In the other cell types and in most of the developmental stages, LINE-1 activity is strictly suppressed by multiple mechanisms, including genetic, epigenetic, posttranscriptional, and posttranslational regulation, depending on the type and evolutionary origin of LINE-1 (Goodier and Kazazian, 2008; Goodier, 2016). However, in addition to cancer (Rodic, 2018), accumulating evidence suggests that aging may be associated with increased LINE-1 activity (Saleh et al., 2019). The expression level and copy number of LINE-1 are increased with aging in liver and muscle tissue in mice (De Cecco et al., 2013; Min et al., 2019) and in senescent cells (De Cecco et al., 2019). An increase in LINE-1 copy number was also reported in the brains of adult rats compared to those of younger rats (Giorgi et al., 2018), and a similar increase was observed in mice with a deficiency in SIRT6, which is a regulator of longevity (Liao and Kennedy, 2016; Simon et al., 2019). Whether LINE-1 in nondividing mature neurons exhibits retrotransposition remains unclear, a study showed that engineered LINE-1 can retrotranspose in human neurons (Macia et al., 2017).
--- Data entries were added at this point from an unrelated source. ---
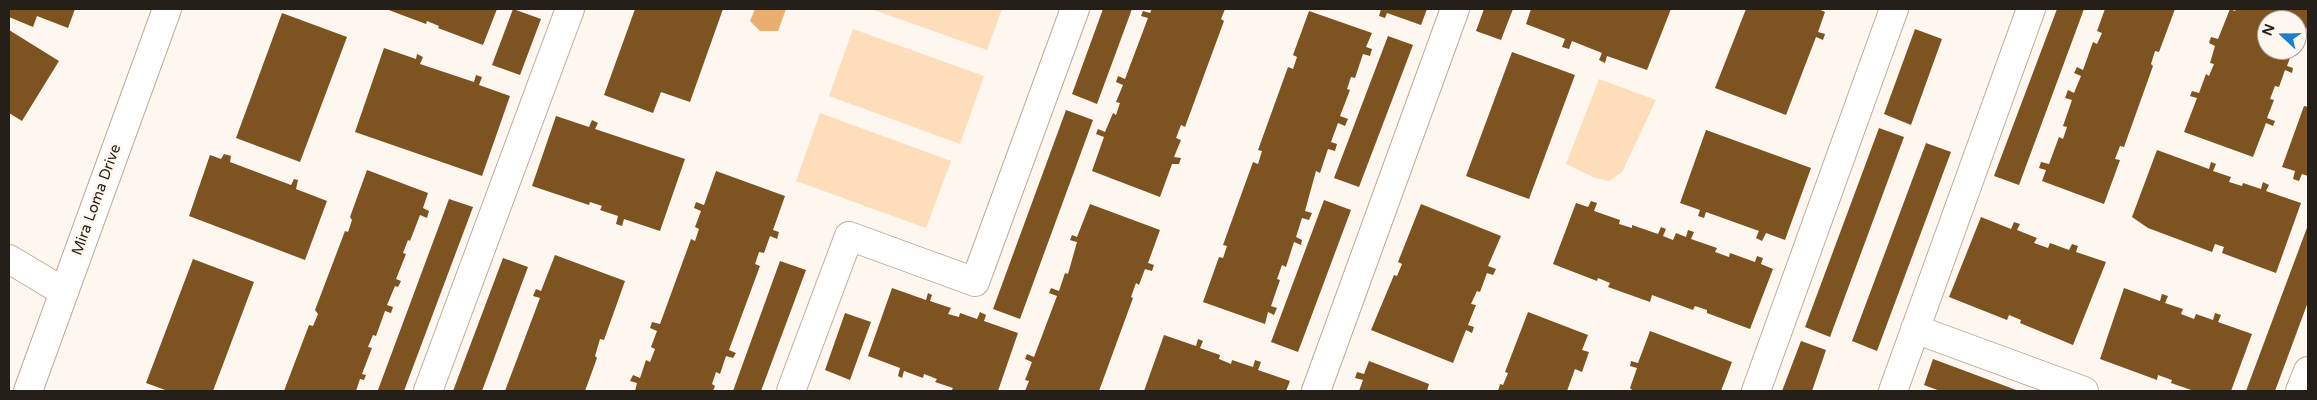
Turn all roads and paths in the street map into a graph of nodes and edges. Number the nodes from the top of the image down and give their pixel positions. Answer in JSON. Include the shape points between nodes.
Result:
{"nodes":[{"id":1,"x":167,"y":9,"type":"edge"},
{"id":2,"x":570,"y":9,"type":"edge"},
{"id":3,"x":1075,"y":9,"type":"edge"},
{"id":4,"x":1455,"y":9,"type":"edge"},
{"id":5,"x":1894,"y":9,"type":"edge"},
{"id":6,"x":2031,"y":9,"type":"edge"},
{"id":7,"x":9,"y":259,"type":"edge"},
{"id":8,"x":64,"y":292,"type":"junction"},
{"id":9,"x":1915,"y":329,"type":"junction"},
{"id":10,"x":2308,"y":371,"type":"edge"},
{"id":11,"x":28,"y":391,"type":"edge"},
{"id":12,"x":428,"y":391,"type":"edge"},
{"id":13,"x":791,"y":391,"type":"edge"},
{"id":14,"x":1316,"y":391,"type":"edge"},
{"id":15,"x":1756,"y":391,"type":"edge"},
{"id":16,"x":1893,"y":391,"type":"edge"},
{"id":17,"x":2084,"y":391,"type":"edge"},
{"id":18,"x":2300,"y":391,"type":"edge"}],
"edges":[{"from":1,"to":8,"type":"main road","name":"Mira Loma Drive"},
{"from":2,"to":12,"type":"main road"},
{"from":3,"to":13,"type":"main road","via":[[975,282],[849,236]]},
{"from":4,"to":14,"type":"main road"},
{"from":5,"to":15,"type":"main road"},
{"from":6,"to":9,"type":"main road"},
{"from":7,"to":8,"type":"main road"},
{"from":8,"to":11,"type":"main road","name":"Mira Loma Drive"},
{"from":9,"to":16,"type":"main road"},
{"from":9,"to":17,"type":"main road"},
{"from":10,"to":18,"type":"main road"}]}
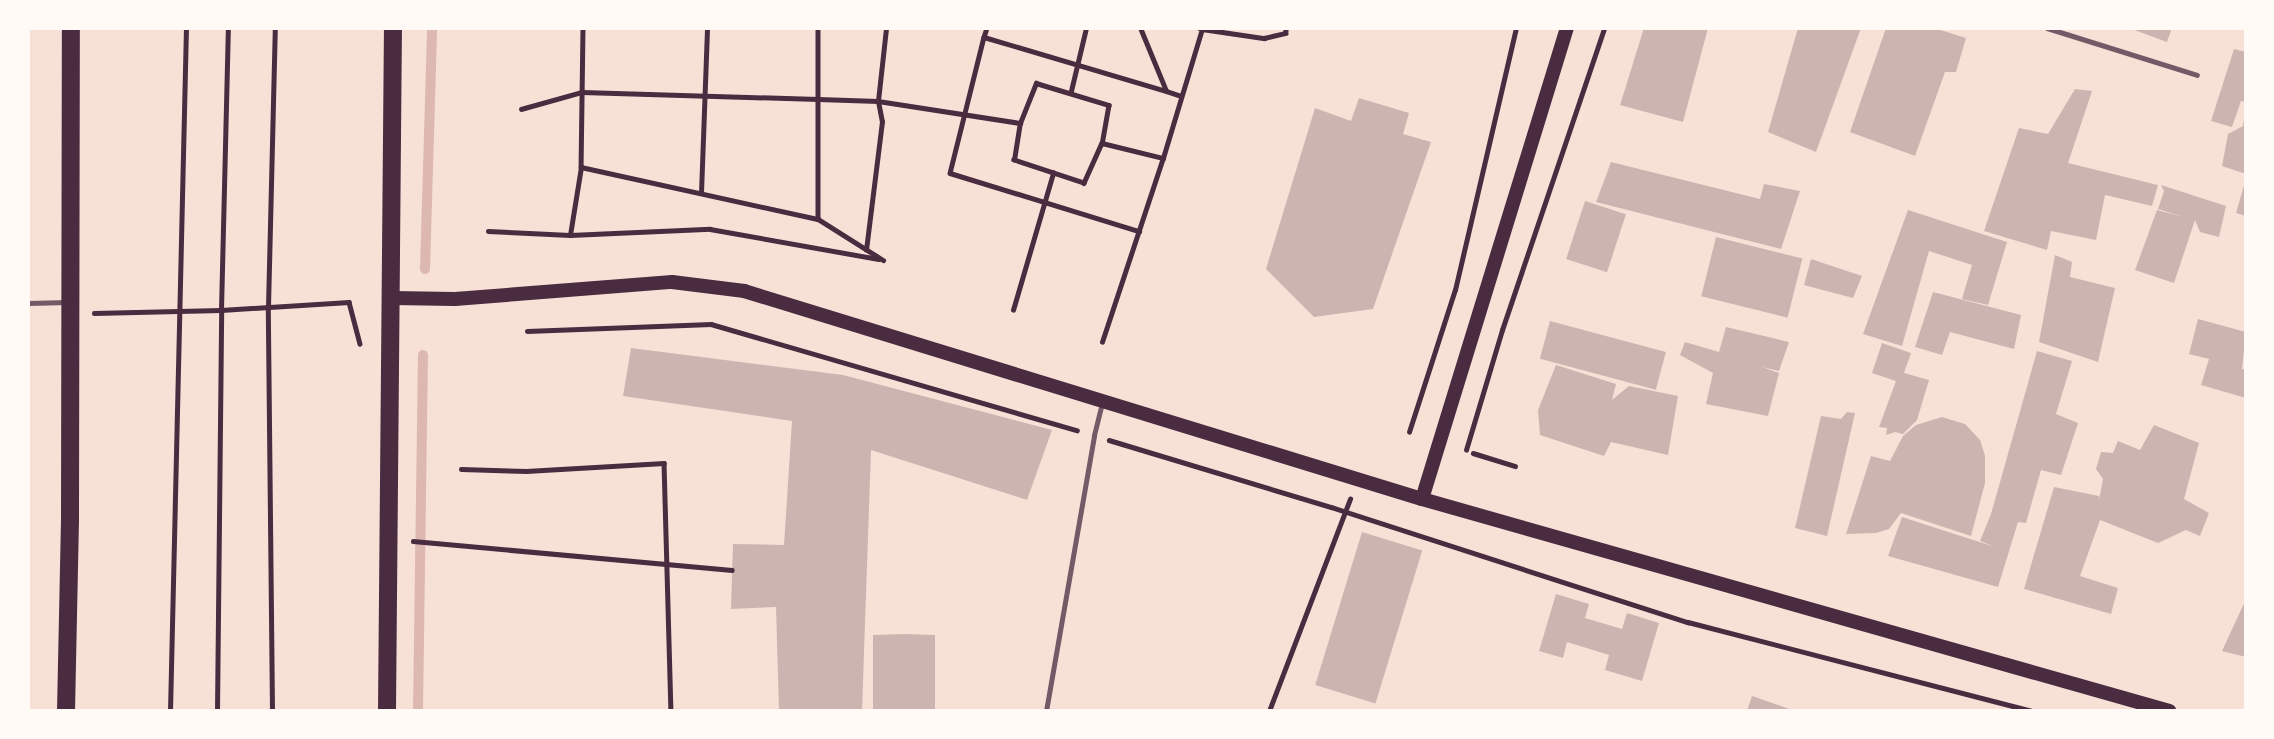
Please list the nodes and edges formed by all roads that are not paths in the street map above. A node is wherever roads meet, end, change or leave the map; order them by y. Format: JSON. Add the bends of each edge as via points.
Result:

Estimation of the active LINE-1 copy number in human and model animals will provide important information for understanding the role of retrotransposition. For this purpose, a quantitative PCR (qPCR)-based estimation technique has been used, because it allows high-throughput measuring in a cost-effective manner. However, the structure and evolutionary characteristics of LINE-1 differ between humans and model animals, such as mice. In humans, only the most evolutionarily young LINE-1 subfamily, Hs, retains retrotransposition activity (Skowronski, et al., 1988), while at least three subfamilies (A, Gf, and Tf) retain activity in mice (Sookdeo et al., 2013). These three subfamilies are further classified into three A types (AI, AII, and AIII), two Gf types (GfI and GfII), and three Tf types (TfI, TfII, and TfIII). In addition, in mice, LINE-1 contains repeat sequences called monomers in the 5'UTR, which are not present in human LINE-1. Given that different active subfamilies in mice have different transcriptional activity and epigenetic profiles (DeBerardinis and Kazazian, 1999; Bulut-Karslioglu et al., 2014; Murata et al., 2017), detailed analysis of specific subfamilies is critically important.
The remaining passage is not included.